The error occurs because lightning looks through the local variable (local_vars) to pick out what parameters are needed to re-initalize the module later (i.e. the hyperparameters), but the some are missing, specifically 'self' the module object that is currently being created. We see in _get_init_args() that local_vars comes from _, _, _, local_vars = inspect.getargvalues(frame). The frame here is part of the stack frame which is like an onion, whose layers keep track of the scopes (local variables) of the various function calls. (Potentially helpful reference) When the code hits an error, I think the stack trace comes from following the stack frame back out to where we started. Side note that init_parameters comes from inspecting the signature of the __init__ of the class init_parameters = inspect.signature(cls.__init__).parameters.

Recursion

Why does the frame not have the variables that __init__ needs? _get_init_args() is called by collect_init_args() which says it "Recursively collects the arguments passed to the child constructors in the inheritance tree." Part of this function checks if __class__ is in the local_vars and if it is, it will call collect_init_args() again but with frame.f_back as the new frame. (Side note: it also checks if class in the current frame inherits from HyperparametersMixin, but I don't think that is relavent to our error.) What frame.f_back does is gets the frame one up in the stack. So collect_init_args() will continue back up the stack until it hits a frame that doesn't have __class__.

Inspecting the frames

The initial frame that gets given to collect_init_args() is generated in the call to save_hyperparameters() in the module __init__. I'll use _MessagePassingBase as an example. When self.save_hyperparameters() is called python goes into lightning.pytorch.core.mixins.hparams_mixin which defines save_hyperparameters(). This internally calls a different save_hyperparameters() that is in lightning.pytorch.utilities.parsing. The call looks like save_hyperparameters(self, *args, ignore=ignore, frame=frame, given_hparams=given_hparams) where frame comes from the couple lines above current_frame = inspect.currentframe(), frame = current_frame.f_back. save_hyperparameters() gets the current frame, but really we want the frame of the function that called save_hyperparameters() which is __init__ so it uses f_back. This means it is sufficient to look at the stack frame in __init__ to figure out what is going on. Adding a block of code before self.save_hyperparameters() in _MessagePassingBase will show us the variable names that are defined in each frame's scope.

    super().__init__()
    import inspect
    frame = inspect.currentframe()
    while True:
        _, _, _, local_vars = inspect.getargvalues(frame)
        print(local_vars.keys())
        if '__class__' in local_vars.keys():
	    print('__class__:', local_vars['__class__']) 
	frame = frame.f_back
    return
    self.save_hyperparameters()

Python 3.12

Running the simple test example from earlier gives a stack trace of:

dict_keys(['self', 'd_v', 'd_e', 'd_h', 'bias', 'depth', 'dropout', 'activation', 'undirected', 'd_vd', 'inspect', 'frame', '__class__'])
__class__: <class 'chemprop.nn.message_passing.base._MessagePassingBase'>
dict_keys(['cls', 'checkpoint_path', 'map_location', 'hparams_file', 'strict', 'kwargs', 'hparams', 'key', '__class__'])
__class__: <class 'chemprop.models.model.MPNN'>
dict_keys(['__name__', '__doc__', '__package__', '__loader__', '__spec__', '__annotations__', '__builtins__', '__file__', '__cached__', 'MPNN', 'checkpoint_path'])

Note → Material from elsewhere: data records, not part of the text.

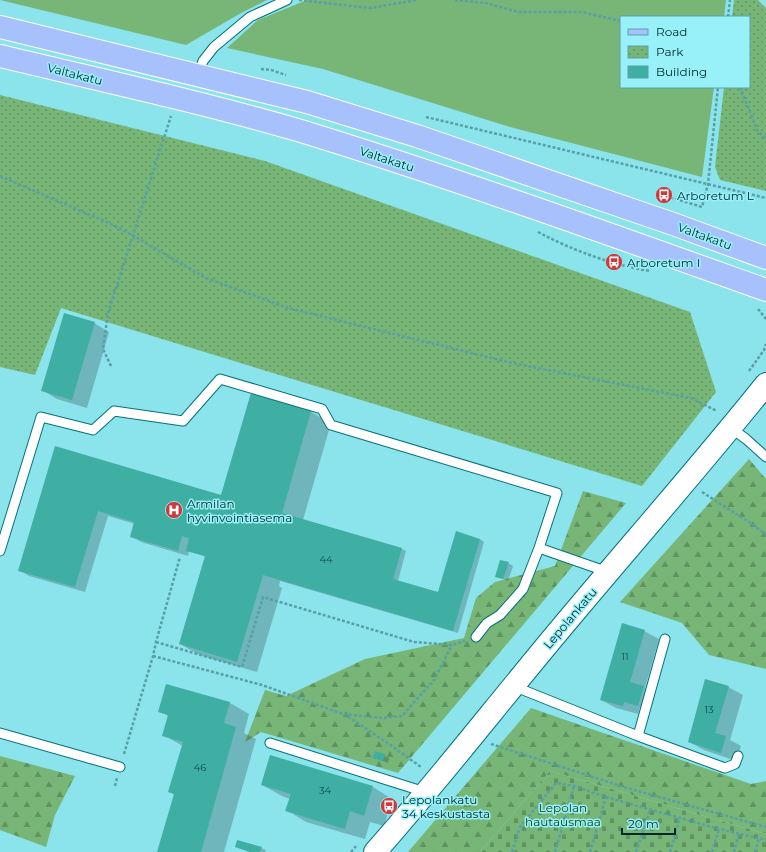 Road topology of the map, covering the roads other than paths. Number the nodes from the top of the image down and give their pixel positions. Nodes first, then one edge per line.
1 (287, 0) edge
2 (0, 27) edge
3 (0, 56) edge
4 (198, 74) junction
5 (766, 258) edge
6 (760, 298) edge
7 (766, 384) edge
8 (731, 428) junction
9 (766, 457) edge
10 (539, 548) junction
11 (0, 552) edge
12 (608, 572) junction
13 (476, 638) road end
14 (665, 639) dead end
15 (513, 686) junction
16 (0, 733) edge
17 (638, 736) junction
18 (270, 743) dead end
19 (738, 756) dead end
20 (120, 767) road end
21 (427, 792) junction
22 (375, 852) edge

1 - 4 lane
2 - 4 main road, Valtakatu
3 - 6 main road, Valtakatu
4 - 5 main road, Valtakatu
7 - 8 main road, Lepolankatu
8 - 9 lane
8 - 12 main road, Lepolankatu
10 - 11 lane
10 - 12 lane
10 - 13 lane
12 - 15 main road, Lepolankatu
14 - 17 lane
15 - 17 lane
15 - 21 main road, Lepolankatu
16 - 20 lane
17 - 19 lane
18 - 21 lane
21 - 22 main road, Lepolankatu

The first dict_keys line is the variables that were available inside __init__. This makes sense because those variables are either arguments to the function (d_v, d_vd, etc.) or are created in init (import inspect, frame = ...). The second dict_keys line comes from load_from_checkpoint() in MPNN in model.py and the third comes from the test example's script file.
So when save_hyperparameters() runs it first tries to save the arguments for the first line (d_v, etc.) for <class 'chemprop.nn.message_passing.base._MessagePassingBase'>. Then it sees that the function call before also has __class__ so it tries to save what it needs to init a <class 'chemprop.models.model.MPNN'> by starting with self but that wasn't given in our function call because it was load_from_checkpoint() not __init__.

Python 3.11

If I run the same simple text example in python 3.11 the stack trace is instead:

dict_keys(['self', 'd_v', 'd_e', 'd_h', 'bias', 'depth', 'dropout', 'activation', 'undirected', 'd_vd', 'inspect', 'frame', '__class__'])
__class__: <class 'chemprop.nn.message_passing.base._MessagePassingBase'>
dict_keys(['.0', 'key', 'hparams', 'kwargs'])
dict_keys(['cls', 'checkpoint_path', 'map_location', 'hparams_file', 'strict', 'kwargs', 'hparams', '__class__'])
__class__: <class 'chemprop.models.model.MPNN'>
dict_keys(['__name__', '__doc__', '__package__', '__loader__', '__spec__', '__annotations__', '__builtins__', '__file__', '__cached__', 'MPNN', 'checkpoint_path'])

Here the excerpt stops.